Effectivement, voyant l'apparence de Su Cheng, le vice-président se tourna immédiatement vers Eddie et le réprimanda : « Il semble qu'Eddie ne montre aucun signe de remords. Si c'est le cas, cette affaire doit être transmise à l'équipe juridique de l'école pour un traitement plus approfondi. »
« Je pense que cet incident nécessite une enquête plus approfondie. »
« Je contacte la présidente maintenant ! »
Entendant les paroles des membres du conseil des élèves, Eddie paniqua immédiatement mais tenta encore de s'expliquer : « Il m'a vraiment insulté. Croyez-moi, croyez-moi ! »
« Oui. Je l'ai insulté. »
Su Cheng releva la tête, regardant tout le monde d'un air innocent.
« Vous voyez, il l'avoue ! »
Eddie se hâta de dire en voyant cela.
« Su Cheng, n'aie pas peur. Dis-nous ce qui s'est passé ! »
Ils regardèrent Su Cheng sérieusement, puis se tournèrent vers Eddie, leurs yeux remplis de mécontentement et de colère.
« Il insistait pour me donner de l'argent tout à l'heure, et ne me laissait pas partir quand j'ai refusé. »
Su Cheng expliqua, comme s'il rassemblait son courage pour lever la tête. Mais intérieurement, il jubilait.
« C'est donc ça qui s'est passé. »
Entendant les mots de Su Cheng, le vice-président comprit immédiatement la situation.
Il tapa l'épaule de Su Cheng et dit d'un ton doux : « Tu peux y aller. On verra s'il ose te faire quoi que ce soit ! »
« D'accord. »
Alors Su Cheng répondit docilement d'accord, puis tourna le dos aux membres du conseil des élèves, faisant face à Eddie. Il articula sans un son : « T'es un gros putain d'idiot ! »
Après ça, les commissures de sa bouche s'étirèrent en un swoosh Nike, et il partit sans se retourner.
« Toi ! »
Eddie était si furieux qu'il pouvait à peine parler, son cœur prêt à exploser de rage. Mais il n'avait aucun moyen de réagir et n'osait pas bouger, tous les membres du conseil des élèves le surveillant.
Maintenant que le conseil des élèves soutenait clairement ce type, il comprit que quoi qu'il dise serait inutile.
« Juste un misérable roturier... »
Eddie serra les dents intérieurement, se tournant pour fixer la silhouette s'éloignant de Su Cheng quelques instants, ses yeux brillant d'une lueur malveillante.
Cette fois, il ferait payer à Su Cheng un prix lourd !
« Bon, je vais y aller moi aussi ! »
Eddie se tourna vers les membres du conseil des élèves et dit d'un air quelque peu déplaisant.

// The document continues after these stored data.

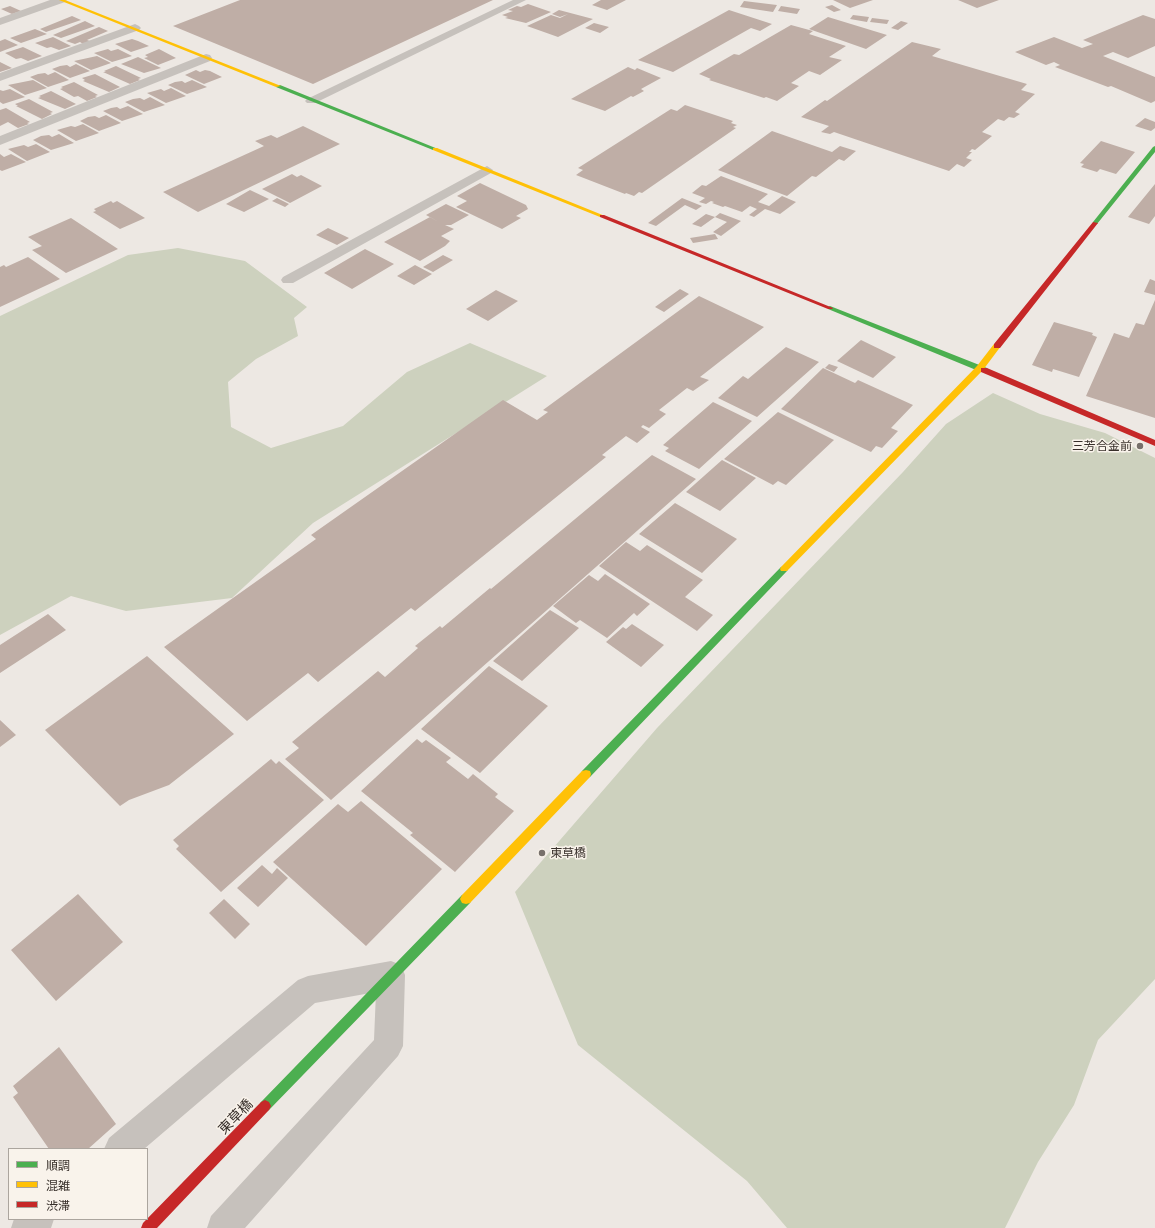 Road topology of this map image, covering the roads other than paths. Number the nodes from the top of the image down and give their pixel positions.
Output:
1 (60, 0) edge
2 (521, 0) edge
3 (0, 22) edge
4 (135, 28) junction
5 (206, 58) junction
6 (0, 77) edge
7 (312, 101) junction
8 (0, 141) edge
9 (1155, 148) edge
10 (487, 170) junction
11 (288, 280) dead end
12 (980, 368) junction
13 (1155, 443) edge
14 (391, 975) junction
15 (121, 1148) edge
16 (37, 1220) edge
17 (27, 1228) edge
18 (148, 1228) edge
19 (223, 1228) edge

1 - 3 street
1 - 4 street
2 - 7 lane
4 - 5 street
4 - 6 street
5 - 7 street
5 - 8 street
7 - 10 street
9 - 12 street, 東草橋
10 - 11 lane
10 - 12 street
12 - 13 street
12 - 14 street, 東草橋
14 - 15 street
14 - 18 street, 東草橋
14 - 19 street
16 - 17 street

« Je vous en prie, entrez. »
Cependant, le vice-président invita Eddie à rester, manifestement sans intention de le laisser partir.
Eddie sentit le problème mais n'avait pas le choix. Il entra à contrecœur dans le bureau du conseil des élèves.
« D'accord... »
Eddie acquiesça de mauvaise grâce et entra dans la salle du conseil des élèves.
Pendant ce temps, les membres du conseil des élèves se rendirent dans une autre salle de conférence pour discuter du tumulte récent.
Le vice-président secoua la tête en soupirant : « Eddie est le fils du directeur Eddie, mais son comportement est tout simplement trop odieux. J'ai déjà rapporté à la présidente. Ses actes témoignent d'un mépris et d'une défiance extrêmes envers le conseil des élèves et le règlement scolaire. »
Tout le monde approuva le point de vue du vice-président.
Eddie resta seul dans la salle de conférence vide un moment, s'ennuyant, regardant à droite et à gauche.
Soudain, on frappa à la porte.
« Je livre le journal de l'école. Oh, y a personne ? »
Un élève poussa la porte et, en voyant Eddie, posa un journal sur la table du conseil des élèves avec une expression étrange avant de tourner les talons et de partir vivement.
Eddie réalisa que c'était un élève de sa classe et se sentit perplexe, mais comme il était déjà parti, il porta son attention sur le journal de l'école et commença à lire.
Dès qu'il vit le titre, il resta figé de choc, le visage rempli d'incrédulité et les yeux écarquillés d'étonnement.
« Ça... comment est-ce possible ?! »
Eddie était stupéfié ; cela ne pouvait tout simplement pas être vrai.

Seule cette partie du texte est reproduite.